◆ What you have to do
Retype only the lines below from the one with "I need the junctions" to the one with "Digitize the connectivity", inclusive, skipping every image.

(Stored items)
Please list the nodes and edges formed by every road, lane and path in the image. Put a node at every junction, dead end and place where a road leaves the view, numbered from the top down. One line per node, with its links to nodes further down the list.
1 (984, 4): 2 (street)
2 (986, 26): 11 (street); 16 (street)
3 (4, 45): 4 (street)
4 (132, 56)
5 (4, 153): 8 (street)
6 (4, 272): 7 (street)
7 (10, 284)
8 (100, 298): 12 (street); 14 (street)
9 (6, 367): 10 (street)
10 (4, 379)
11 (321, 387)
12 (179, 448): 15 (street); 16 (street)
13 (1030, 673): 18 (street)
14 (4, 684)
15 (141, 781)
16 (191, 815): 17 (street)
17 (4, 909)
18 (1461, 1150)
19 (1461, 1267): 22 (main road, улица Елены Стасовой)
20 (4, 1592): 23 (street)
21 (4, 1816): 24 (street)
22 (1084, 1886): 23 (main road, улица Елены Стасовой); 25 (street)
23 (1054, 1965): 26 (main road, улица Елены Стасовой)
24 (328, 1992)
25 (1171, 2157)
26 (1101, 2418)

---

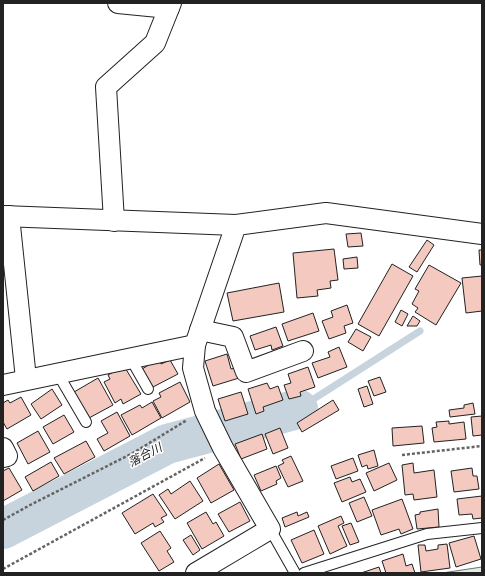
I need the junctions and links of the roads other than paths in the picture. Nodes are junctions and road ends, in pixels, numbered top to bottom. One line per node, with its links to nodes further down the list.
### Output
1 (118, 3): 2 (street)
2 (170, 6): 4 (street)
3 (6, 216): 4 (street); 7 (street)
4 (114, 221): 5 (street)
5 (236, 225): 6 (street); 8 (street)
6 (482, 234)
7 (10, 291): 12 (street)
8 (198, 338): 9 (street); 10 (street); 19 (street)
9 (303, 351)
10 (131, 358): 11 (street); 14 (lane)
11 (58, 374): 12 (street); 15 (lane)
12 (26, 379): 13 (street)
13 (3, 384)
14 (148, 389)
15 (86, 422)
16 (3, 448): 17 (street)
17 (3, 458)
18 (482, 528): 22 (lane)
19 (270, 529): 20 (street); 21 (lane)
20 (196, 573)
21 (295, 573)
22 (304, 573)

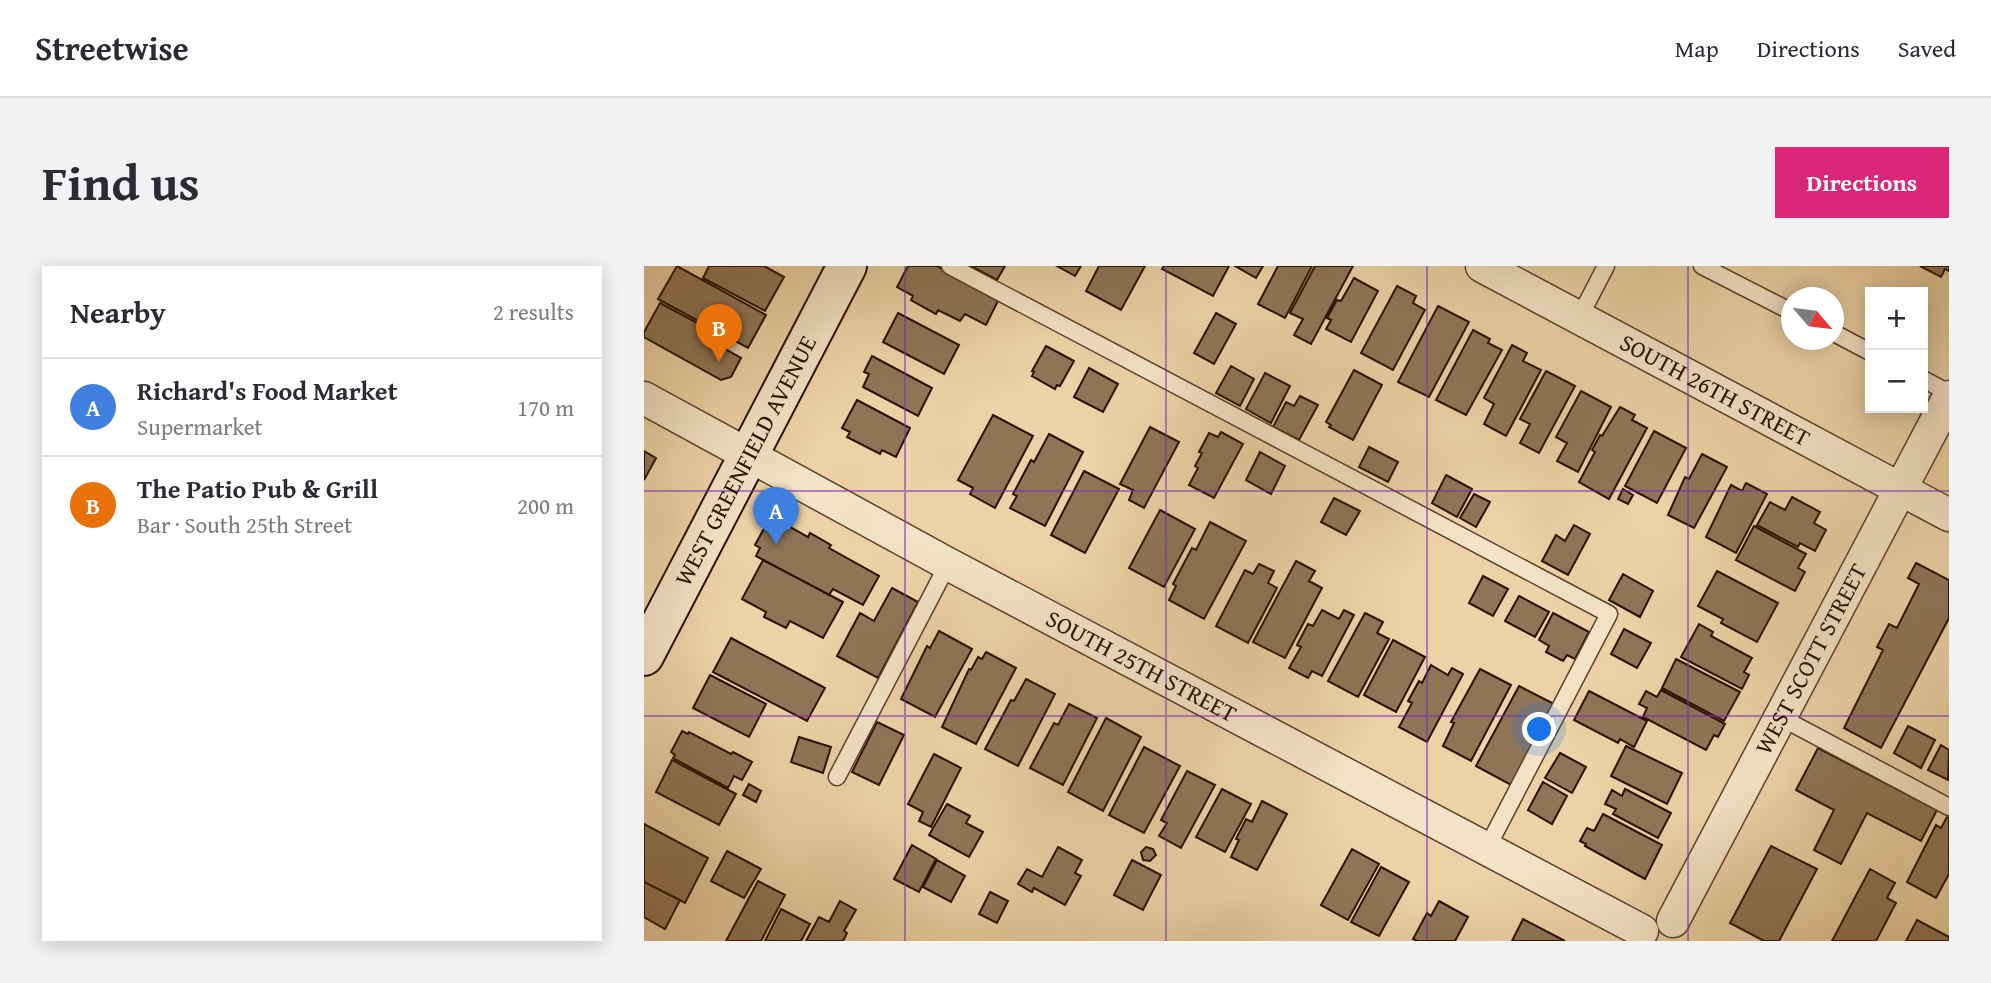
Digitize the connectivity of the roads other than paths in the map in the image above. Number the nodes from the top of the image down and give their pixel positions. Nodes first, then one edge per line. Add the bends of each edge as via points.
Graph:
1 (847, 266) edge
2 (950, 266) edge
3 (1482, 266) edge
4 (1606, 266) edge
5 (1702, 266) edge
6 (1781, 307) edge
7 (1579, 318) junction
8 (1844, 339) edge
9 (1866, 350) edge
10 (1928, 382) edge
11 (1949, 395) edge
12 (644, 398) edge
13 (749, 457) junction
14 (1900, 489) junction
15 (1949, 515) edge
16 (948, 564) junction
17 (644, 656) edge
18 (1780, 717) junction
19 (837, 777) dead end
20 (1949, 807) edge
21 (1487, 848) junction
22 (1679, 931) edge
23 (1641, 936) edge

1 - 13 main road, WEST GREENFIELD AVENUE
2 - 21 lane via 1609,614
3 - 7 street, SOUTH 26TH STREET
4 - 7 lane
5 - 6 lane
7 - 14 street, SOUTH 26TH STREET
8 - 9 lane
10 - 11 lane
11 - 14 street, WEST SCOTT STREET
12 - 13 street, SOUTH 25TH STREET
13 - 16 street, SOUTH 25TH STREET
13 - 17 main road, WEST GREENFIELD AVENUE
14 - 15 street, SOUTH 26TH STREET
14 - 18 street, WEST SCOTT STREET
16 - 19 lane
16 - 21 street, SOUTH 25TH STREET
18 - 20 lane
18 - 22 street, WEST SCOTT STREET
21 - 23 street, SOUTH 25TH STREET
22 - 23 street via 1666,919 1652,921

◆ Exercise answer
I need the junctions and links of the roads other than paths in the picture. Nodes are junctions and road ends, in pixels, numbered top to bottom. One line per node, with its links to nodes further down the list.
### Output
1 (118, 3): 2 (street)
2 (170, 6): 4 (street)
3 (6, 216): 4 (street); 7 (street)
4 (114, 221): 5 (street)
5 (236, 225): 6 (street); 8 (street)
6 (482, 234)
7 (10, 291): 12 (street)
8 (198, 338): 9 (street); 10 (street); 19 (street)
9 (303, 351)
10 (131, 358): 11 (street); 14 (lane)
11 (58, 374): 12 (street); 15 (lane)
12 (26, 379): 13 (street)
13 (3, 384)
14 (148, 389)
15 (86, 422)
16 (3, 448): 17 (street)
17 (3, 458)
18 (482, 528): 22 (lane)
19 (270, 529): 20 (street); 21 (lane)
20 (196, 573)
21 (295, 573)
22 (304, 573)

Digitize the connectivity of the roads other than paths in the map in the image above. Number the nodes from the top of the image down and give their pixel positions. Nodes first, then one edge per line. Add the bends of each edge as via points.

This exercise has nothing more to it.